OP I have already advised on the situation above but just wanted to add please look after yourself, don't tie yourself up in knots trying to contact him at the moment, you are due to give birth in two weeks, you could potentially have her this time tomorrow. Try not to cry and worry and stress, you need to just look to labour and birth and concentrate on that for the time being. Rest up while you can and just take care. Do you have a supportive birth partner? I would seriously just take things day by day and get the birth over with before worrying about courts and birth certificates etc

Twickerhun · 27/03/2018 12:17

Do access centres still exist? Our local ones all shut.

Lastoftheusernames · 27/03/2018 12:34

I'm here as someone who has been in a very similar situation. I understand your concerns about unsupervised contact but the chances are the court won't rule in your favour. Contact will be limited for a newborn but will increase as the child gets older, with overnights and longer stretches as the child gets older.

Unless there is proof of abuse, drinking and drug taking, such as police involvement, the courts won't care what you say about this. He will certainly get contact. If it's to be supervised it's more likely to be by his mother. It won't be supervised by you.

Lots of people come on here talking about people who are bad parents and how they won't get contact, but it's not true.

It may be that he gives up, but there's a chance he won't, especially if his parents are pushing for him to be involved.

There is also a child to consider, of course. I have known people who are very bitter that their mother obstructed their relationship with their father.

I'm trying to paint a realistic picture for you. You will probably be in each other's lives in one way or another for a very long time.

peterpiper11 · 27/03/2018 12:41

As pp say I would do nothing and focus on yourself and your baby. If he's blocked contact, you can't let him know when you go into labour, when she's born, when you register her. That's his issue not yours.

If he takes you to court, fine, you've not said at all that you'll refuse him contact, no judge would award significant contact to a father when he's never met the child.

Once a supervised relationship has been established probably in a year or so, then you will probably be grateful for a little bit of time off and a chance to relax yourself.

In the meantime keep yourself from social media, look after yourself, and log anything he says or does that worries you.

Anyone attacking you on here please ignore, not only are you vulnerable but you also have a vulnerable baby to keep safe.

klf1307 · 27/03/2018 12:59

Hey OP I'm also debating how to handle my relationship with my baby's dad. Like you it wasn't planned (contraception failure) and we split before I even knew I was pregnant. We have a very different set of circumstances in our lives though we both want what's best.

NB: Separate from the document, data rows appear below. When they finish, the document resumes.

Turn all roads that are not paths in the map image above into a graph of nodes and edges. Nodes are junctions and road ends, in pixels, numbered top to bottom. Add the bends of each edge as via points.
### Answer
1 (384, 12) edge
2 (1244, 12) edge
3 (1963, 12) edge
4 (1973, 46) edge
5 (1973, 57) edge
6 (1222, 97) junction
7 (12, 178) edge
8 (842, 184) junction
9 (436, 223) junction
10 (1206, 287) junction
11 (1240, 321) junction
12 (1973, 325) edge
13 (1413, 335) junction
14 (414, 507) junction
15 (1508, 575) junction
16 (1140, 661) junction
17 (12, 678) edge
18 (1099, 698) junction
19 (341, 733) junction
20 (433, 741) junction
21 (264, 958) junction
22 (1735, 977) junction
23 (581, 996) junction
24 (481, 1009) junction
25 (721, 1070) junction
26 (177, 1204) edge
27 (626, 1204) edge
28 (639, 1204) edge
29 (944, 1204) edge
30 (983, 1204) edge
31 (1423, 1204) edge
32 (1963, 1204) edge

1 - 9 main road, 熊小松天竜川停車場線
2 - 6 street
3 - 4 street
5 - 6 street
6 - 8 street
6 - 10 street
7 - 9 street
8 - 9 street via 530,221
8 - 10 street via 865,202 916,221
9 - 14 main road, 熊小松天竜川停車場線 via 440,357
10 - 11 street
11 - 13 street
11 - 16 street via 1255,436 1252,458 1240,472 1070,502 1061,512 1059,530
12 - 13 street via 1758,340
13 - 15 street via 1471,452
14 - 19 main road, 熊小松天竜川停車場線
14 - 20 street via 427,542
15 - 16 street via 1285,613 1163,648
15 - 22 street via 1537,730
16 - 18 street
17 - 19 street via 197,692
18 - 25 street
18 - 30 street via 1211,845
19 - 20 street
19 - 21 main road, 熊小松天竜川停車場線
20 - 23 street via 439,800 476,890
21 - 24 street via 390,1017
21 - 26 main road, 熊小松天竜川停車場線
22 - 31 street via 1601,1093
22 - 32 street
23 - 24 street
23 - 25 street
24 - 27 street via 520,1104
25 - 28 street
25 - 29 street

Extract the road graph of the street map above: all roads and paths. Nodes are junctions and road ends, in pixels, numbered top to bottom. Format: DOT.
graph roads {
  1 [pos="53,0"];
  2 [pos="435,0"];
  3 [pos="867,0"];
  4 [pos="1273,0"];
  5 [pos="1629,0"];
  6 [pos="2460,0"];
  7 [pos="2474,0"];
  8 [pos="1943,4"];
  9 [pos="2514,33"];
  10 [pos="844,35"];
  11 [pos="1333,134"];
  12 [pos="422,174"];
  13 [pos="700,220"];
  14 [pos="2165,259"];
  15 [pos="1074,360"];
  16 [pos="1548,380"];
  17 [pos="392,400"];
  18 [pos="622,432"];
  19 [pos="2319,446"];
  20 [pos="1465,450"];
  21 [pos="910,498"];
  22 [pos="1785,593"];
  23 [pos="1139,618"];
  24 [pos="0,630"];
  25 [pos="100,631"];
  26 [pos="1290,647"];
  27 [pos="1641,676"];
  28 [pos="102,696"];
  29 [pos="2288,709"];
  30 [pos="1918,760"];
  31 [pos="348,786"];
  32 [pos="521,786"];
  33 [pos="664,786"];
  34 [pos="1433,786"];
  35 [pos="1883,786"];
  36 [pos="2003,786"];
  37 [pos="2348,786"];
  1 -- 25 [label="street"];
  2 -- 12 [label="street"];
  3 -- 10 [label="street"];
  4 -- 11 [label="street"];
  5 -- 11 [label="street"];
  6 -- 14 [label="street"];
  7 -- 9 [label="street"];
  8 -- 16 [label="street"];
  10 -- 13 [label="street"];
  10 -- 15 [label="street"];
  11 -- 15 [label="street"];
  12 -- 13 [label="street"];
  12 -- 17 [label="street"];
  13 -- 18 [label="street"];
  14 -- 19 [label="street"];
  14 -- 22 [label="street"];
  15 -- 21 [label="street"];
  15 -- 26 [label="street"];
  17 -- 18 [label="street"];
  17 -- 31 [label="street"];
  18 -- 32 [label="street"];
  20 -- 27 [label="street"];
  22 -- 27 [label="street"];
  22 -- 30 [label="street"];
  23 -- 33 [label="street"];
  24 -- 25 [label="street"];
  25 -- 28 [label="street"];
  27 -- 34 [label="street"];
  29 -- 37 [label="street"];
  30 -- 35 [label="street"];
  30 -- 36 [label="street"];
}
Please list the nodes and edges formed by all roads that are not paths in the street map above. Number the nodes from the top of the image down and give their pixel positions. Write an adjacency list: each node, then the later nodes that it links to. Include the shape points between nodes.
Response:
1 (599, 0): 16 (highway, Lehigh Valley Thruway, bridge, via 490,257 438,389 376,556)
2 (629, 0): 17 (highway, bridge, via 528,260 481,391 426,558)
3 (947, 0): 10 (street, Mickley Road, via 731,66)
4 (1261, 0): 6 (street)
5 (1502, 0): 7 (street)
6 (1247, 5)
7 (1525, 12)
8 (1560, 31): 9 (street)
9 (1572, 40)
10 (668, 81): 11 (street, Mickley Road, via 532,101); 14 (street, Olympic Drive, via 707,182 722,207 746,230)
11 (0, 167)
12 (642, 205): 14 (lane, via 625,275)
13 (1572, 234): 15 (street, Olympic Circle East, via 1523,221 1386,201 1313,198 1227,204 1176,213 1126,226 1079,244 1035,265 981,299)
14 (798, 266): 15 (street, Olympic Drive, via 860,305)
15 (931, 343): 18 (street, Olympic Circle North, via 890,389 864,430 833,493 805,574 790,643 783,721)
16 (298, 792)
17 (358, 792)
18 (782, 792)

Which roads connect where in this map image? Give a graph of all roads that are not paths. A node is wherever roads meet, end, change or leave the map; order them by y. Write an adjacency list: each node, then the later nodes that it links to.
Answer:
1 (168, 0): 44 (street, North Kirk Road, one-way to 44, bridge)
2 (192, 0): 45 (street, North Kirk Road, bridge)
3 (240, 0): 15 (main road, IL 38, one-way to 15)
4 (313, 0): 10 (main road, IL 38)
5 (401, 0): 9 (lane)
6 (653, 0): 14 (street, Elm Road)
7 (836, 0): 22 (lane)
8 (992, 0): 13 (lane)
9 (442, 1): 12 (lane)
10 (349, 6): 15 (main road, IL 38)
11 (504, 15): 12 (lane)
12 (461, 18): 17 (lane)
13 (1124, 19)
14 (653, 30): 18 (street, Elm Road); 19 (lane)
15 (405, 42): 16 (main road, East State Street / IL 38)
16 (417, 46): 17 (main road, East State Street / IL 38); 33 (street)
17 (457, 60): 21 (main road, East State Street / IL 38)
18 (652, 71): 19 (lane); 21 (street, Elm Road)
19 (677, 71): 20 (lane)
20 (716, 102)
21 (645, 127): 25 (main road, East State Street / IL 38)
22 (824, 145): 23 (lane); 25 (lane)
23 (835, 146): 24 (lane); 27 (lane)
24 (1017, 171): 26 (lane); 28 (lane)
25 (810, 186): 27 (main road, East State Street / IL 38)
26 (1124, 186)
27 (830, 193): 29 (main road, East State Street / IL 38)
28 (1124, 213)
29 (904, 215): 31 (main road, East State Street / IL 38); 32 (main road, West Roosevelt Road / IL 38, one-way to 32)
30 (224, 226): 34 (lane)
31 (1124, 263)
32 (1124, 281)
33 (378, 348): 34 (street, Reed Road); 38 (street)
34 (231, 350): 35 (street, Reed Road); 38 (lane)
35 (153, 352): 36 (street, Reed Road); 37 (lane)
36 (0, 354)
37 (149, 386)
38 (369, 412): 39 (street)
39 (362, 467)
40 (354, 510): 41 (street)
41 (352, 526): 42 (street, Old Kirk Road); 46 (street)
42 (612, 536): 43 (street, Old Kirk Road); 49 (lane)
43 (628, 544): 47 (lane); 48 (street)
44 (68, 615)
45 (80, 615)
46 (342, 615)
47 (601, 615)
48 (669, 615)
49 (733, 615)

I got a LOT of the same shit you're getting about being irresponsible/ he deserves to be on the BC / how dare I cut him out (I'm not , I want them to have a relationship but I want her to the safe as well)

So I understand how hard this is for you.

I would say though that with the drug taking, his worrisome behaviour and lack of interest I wouldn't name him. He can be added later if he acts like a father.

Hugs and Flowers don't let tjis get you down. Your DC will be here soon x

klf1307 · 27/03/2018 13:00

".... we both want what's best " should read you and I both want what's best for our Did sorry x

niceupthedance · 27/03/2018 13:07

Ignore the pearl clutchers OP they have just flown in to give you the benefit of their extensive experience Hmm

My child's father isn't on the certificate because he couldn't be arsed to turn up. I'm fucking glad he didn't.